GIS breaks above its 200-sma after beating top and bottom line, reaffirming 2024 outlook
In the first half of fiscal 2024, General Mills experienced a mix of higher product prices contributing 4 percentage points to its year-over-year sales growth, offset by a 3-percentage point decline due to reduced unit volumes. The company's ability to maintain its recent price increases, which have supported earnings, may be challenged by a recovering sales volume amid a backdrop of slowing inflation. Wall Street remains cautious, with many analysts holding a neutral outlook and setting stock price targets near current levels.
Shares of GIS are down 24% from their peak in May of 2023. However, the stock rallied 12% in the days leading up to this report. Investors appear happy with the results as the stock is pressing above its 200-sma ($68) in early trade. Holding above this level will be important. The one potential drag will be the decline in volume which suggests consumers remain pinched by inflation costs.
In its latest earnings report for the third quarter (Feb) of fiscal year 2024, General Mills (GIS) delivered diluted earnings per share (EPS) of $1.17, surpassing the consensus estimate of $1.05 by $0.12. The company's revenues decreased 0.5% year-over-year (YoY) to $5.1 billion, marginally beating expectations of $4.97 billion.
General Mills' organic net sales were 1% below the strong YoY results of the previous year, which had grown in double digits.

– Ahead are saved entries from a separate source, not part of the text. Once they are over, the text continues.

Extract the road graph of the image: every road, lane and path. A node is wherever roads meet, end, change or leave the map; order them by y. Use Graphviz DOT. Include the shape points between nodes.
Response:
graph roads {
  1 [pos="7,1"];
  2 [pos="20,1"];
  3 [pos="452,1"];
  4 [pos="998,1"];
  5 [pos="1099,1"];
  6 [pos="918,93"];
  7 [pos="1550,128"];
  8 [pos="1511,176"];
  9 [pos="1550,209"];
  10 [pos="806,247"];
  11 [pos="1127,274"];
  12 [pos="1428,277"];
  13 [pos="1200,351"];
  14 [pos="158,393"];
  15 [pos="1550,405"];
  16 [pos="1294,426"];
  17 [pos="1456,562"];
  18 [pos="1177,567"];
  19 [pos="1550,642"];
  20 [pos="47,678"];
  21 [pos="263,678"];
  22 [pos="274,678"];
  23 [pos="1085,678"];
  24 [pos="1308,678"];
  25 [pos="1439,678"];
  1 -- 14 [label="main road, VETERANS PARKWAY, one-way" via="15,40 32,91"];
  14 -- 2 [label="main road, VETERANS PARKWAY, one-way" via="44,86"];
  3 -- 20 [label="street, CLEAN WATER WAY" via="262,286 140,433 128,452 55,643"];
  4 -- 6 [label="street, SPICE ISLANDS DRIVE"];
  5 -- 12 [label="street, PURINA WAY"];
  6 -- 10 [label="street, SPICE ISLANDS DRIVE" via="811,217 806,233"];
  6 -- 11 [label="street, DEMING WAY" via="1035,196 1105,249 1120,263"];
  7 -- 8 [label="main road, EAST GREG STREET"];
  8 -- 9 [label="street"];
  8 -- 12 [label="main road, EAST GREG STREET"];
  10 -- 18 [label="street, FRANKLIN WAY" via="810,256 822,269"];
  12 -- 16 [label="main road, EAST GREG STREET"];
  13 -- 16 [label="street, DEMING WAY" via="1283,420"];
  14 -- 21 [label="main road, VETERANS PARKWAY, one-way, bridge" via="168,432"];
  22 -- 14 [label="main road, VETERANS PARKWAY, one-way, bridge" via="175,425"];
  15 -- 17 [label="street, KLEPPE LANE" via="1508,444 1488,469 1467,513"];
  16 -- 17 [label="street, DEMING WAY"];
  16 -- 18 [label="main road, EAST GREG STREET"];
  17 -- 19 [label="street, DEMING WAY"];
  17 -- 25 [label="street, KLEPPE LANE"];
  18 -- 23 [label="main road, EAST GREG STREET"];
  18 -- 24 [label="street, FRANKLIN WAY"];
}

However, on a 2-year compound growth basis, organic net sales were up 7%.
An improved Price mix partially offset lower volumes. North America Retail price mix was up 3% while volume declined -21% YoY. Pet price mix increased 2% while volume dropped 5%. International price mix was flat while volumes declined 4%. In tital, price mix increased sales by 2% which was offset by a decline of -2% in volume.
General Mills' net sales for the North America Retail segment were largely flat YoY at $3.2 billion, with favorable net price realization and mix offsetting lower pound volume. The Pet segment's net sales decreased 3% to $624 million, due to lower pound volume, partially offset by favorable net price realization and mix. The North America Foodservice segment experienced a 1% increase in net sales to $552 million, while the International segment's net sales dropped 3% to $680 million, driven by lower pound volume.
The adjusted gross margin improved by 20 basis points to 34.0% of net sales, driven primarily by Holistic Margin Management (HMM) cost savings, favorable net price realization and mix, and favorable mark-to-market effects. These gains were partially offset by higher other supply chain costs, input cost inflation, and supply chain deleverage.
The company reaffirmed its full-year fiscal 2024 outlook, expecting organic net sales to remain flat to decline by 1%, while adjusted EPS to increase by 4-5% in constant currency. Free cash flow conversion is expected to be at least 95% of adjusted after-tax earnings.
The company continues to face challenges such as the economic health of consumers, input cost inflation, and supply chain environment. Despite these headwinds, General Mills is confident in its Accelerate strategy to drive sustainable, profitable growth and top-tier shareholder returns over the long term. The strategy focuses on four pillars: bold brand building, relentless innovation, unleashing scale, and standing for good.
In conclusion, General Mills' third-quarter earnings report for fiscal 2024 demonstrates the company's resilience in the face of various challenges. With a reaffirmed financial outlook for the full year and continued focus on its Accelerate strategy, the company is well-positioned to navigate these difficulties and deliver value to shareholders.